Available data:
------------------------------------------------------------------------
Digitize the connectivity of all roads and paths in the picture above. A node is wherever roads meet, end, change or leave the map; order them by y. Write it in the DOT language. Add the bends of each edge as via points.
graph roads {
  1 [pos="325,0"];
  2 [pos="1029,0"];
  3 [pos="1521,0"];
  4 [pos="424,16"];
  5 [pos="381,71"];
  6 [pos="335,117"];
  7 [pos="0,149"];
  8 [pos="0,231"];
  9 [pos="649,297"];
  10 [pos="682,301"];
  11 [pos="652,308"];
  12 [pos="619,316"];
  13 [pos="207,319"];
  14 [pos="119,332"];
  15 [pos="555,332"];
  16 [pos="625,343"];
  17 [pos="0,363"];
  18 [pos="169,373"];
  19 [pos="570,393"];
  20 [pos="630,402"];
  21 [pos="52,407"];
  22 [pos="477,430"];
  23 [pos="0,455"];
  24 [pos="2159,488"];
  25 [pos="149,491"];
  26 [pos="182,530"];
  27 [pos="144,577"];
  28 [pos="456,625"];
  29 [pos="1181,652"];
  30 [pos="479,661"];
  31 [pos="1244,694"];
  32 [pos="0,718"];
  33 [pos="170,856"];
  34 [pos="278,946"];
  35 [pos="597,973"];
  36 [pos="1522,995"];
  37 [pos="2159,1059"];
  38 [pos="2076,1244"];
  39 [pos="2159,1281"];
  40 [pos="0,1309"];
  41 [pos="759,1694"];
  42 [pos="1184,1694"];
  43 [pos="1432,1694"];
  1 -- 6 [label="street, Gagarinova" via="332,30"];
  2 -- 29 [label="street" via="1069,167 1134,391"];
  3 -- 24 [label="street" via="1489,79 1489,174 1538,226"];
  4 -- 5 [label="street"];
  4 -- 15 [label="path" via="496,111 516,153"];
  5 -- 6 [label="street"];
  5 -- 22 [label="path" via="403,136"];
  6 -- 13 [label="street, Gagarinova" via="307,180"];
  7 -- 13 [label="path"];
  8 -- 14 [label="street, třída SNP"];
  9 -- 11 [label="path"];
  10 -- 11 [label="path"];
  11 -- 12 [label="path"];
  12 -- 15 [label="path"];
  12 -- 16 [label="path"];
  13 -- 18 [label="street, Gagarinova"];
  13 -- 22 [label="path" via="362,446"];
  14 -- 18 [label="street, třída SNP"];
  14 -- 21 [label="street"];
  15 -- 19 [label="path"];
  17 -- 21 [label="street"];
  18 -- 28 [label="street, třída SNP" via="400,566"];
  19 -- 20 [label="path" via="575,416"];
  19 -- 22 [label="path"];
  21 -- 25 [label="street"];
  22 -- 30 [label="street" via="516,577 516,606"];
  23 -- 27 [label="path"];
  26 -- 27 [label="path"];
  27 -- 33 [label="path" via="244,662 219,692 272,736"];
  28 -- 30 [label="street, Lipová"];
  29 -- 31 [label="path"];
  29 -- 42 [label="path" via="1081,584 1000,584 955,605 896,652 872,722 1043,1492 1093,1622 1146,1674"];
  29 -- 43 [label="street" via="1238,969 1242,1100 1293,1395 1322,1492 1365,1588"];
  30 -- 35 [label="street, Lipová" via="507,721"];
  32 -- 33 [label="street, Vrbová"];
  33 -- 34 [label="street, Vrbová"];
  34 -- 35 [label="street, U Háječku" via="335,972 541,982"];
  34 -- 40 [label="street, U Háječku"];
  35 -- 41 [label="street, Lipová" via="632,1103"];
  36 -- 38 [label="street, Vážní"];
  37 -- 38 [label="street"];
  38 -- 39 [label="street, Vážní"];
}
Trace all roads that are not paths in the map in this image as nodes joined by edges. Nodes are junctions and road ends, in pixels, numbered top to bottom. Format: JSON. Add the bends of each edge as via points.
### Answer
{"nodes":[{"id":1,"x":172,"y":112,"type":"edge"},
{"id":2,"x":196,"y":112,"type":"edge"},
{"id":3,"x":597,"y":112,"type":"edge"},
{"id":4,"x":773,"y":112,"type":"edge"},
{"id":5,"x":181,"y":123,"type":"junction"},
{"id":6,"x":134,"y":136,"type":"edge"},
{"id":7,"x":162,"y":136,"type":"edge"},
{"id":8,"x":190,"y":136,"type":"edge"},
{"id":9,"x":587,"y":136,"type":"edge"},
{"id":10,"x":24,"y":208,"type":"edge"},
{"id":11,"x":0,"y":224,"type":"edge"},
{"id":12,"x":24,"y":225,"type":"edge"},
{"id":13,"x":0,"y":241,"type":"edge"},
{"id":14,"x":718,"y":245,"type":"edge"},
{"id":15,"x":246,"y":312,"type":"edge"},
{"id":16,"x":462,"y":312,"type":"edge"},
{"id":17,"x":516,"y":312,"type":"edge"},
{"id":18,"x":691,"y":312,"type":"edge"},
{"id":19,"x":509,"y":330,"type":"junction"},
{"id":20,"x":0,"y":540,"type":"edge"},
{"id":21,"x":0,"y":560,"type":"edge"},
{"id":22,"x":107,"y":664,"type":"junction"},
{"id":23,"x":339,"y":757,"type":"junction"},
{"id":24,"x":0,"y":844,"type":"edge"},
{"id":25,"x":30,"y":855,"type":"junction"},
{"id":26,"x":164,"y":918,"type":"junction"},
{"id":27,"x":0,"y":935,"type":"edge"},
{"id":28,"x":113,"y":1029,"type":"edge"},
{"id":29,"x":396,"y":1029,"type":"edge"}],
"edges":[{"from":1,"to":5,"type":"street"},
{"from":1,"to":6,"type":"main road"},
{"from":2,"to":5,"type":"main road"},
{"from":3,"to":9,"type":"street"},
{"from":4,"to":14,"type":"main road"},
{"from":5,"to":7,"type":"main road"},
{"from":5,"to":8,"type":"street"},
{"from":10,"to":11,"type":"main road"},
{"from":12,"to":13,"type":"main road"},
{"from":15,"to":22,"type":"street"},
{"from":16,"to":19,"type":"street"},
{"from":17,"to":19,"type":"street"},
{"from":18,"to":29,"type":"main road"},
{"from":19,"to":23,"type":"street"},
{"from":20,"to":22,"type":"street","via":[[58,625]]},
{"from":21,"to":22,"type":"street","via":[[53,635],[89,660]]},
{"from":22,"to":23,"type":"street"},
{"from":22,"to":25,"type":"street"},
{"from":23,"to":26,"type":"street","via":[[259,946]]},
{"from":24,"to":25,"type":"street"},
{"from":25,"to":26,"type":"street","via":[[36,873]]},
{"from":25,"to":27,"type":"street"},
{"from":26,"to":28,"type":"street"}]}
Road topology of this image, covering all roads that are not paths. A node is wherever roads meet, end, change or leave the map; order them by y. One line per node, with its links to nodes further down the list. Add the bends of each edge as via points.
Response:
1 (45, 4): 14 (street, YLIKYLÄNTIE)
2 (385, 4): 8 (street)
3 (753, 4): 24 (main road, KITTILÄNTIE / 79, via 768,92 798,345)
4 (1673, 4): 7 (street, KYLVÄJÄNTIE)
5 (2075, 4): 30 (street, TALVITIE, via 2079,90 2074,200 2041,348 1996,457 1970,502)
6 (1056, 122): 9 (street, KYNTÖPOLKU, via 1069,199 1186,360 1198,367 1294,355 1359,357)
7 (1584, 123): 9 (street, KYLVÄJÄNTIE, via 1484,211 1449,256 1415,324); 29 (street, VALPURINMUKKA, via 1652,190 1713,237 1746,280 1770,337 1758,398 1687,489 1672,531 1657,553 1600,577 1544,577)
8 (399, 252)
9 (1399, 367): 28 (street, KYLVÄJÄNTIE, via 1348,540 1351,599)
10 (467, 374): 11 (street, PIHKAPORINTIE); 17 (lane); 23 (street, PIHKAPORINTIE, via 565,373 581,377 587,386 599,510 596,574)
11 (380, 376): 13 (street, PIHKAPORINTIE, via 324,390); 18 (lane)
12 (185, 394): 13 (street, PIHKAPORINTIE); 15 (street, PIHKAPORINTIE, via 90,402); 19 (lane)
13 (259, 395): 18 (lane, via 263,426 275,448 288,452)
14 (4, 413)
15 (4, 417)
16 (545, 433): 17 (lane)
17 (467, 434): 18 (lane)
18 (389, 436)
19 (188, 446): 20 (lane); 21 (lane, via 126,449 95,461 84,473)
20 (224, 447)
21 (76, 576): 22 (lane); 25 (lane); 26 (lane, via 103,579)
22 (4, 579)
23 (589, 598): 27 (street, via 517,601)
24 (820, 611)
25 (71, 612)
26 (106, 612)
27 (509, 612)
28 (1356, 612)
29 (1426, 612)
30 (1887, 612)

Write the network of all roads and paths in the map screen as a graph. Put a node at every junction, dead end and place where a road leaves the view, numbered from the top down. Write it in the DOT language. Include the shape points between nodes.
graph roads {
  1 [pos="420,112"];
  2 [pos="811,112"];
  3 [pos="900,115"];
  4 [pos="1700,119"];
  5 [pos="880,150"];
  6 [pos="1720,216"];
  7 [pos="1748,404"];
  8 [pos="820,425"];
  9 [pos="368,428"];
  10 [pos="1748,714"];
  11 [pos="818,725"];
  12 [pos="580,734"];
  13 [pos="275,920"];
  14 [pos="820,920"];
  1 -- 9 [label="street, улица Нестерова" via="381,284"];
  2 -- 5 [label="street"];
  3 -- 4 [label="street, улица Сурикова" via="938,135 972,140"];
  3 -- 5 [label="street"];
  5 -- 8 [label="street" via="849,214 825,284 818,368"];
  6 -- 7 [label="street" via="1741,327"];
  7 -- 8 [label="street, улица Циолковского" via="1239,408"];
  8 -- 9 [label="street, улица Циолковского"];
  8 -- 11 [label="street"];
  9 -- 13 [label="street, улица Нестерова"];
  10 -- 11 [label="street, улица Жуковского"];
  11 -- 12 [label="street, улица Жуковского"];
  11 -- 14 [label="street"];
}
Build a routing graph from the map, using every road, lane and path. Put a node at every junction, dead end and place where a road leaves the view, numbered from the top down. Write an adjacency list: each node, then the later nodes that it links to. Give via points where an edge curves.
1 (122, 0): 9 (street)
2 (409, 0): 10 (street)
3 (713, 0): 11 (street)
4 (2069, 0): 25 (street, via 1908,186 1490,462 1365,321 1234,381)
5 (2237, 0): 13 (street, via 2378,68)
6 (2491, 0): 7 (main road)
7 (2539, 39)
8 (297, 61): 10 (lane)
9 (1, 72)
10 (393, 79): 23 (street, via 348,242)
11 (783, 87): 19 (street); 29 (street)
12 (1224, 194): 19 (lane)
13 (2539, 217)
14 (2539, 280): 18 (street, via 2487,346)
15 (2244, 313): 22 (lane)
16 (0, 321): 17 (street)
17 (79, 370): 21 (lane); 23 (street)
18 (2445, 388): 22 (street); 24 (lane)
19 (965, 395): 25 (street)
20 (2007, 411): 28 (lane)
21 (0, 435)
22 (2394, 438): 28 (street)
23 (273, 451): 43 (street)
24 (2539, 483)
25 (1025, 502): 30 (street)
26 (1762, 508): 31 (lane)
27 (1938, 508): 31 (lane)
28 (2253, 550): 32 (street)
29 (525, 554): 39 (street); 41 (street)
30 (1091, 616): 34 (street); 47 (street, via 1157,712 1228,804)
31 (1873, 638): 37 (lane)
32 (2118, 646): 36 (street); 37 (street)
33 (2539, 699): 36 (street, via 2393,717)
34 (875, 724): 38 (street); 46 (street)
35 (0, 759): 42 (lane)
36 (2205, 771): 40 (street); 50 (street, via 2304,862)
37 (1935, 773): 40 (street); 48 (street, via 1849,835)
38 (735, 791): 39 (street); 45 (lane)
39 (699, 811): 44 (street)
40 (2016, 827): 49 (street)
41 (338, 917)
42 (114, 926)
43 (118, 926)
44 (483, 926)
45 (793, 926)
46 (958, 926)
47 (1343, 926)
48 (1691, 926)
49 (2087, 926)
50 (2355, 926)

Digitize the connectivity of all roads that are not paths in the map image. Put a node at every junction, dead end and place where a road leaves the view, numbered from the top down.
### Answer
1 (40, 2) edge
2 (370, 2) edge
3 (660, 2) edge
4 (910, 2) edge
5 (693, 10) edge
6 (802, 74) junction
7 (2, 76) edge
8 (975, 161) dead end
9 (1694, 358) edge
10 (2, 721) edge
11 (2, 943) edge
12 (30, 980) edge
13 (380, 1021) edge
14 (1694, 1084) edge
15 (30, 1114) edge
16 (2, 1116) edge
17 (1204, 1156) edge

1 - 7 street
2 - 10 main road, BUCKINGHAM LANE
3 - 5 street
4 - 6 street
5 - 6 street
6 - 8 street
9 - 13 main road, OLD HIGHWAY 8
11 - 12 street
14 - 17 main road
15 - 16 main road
------------------------------------------------------------------------
Aim of the exercise:
Find how many lines of the material carry the string "links". Only the number should be in the answer.

Response to the task:
2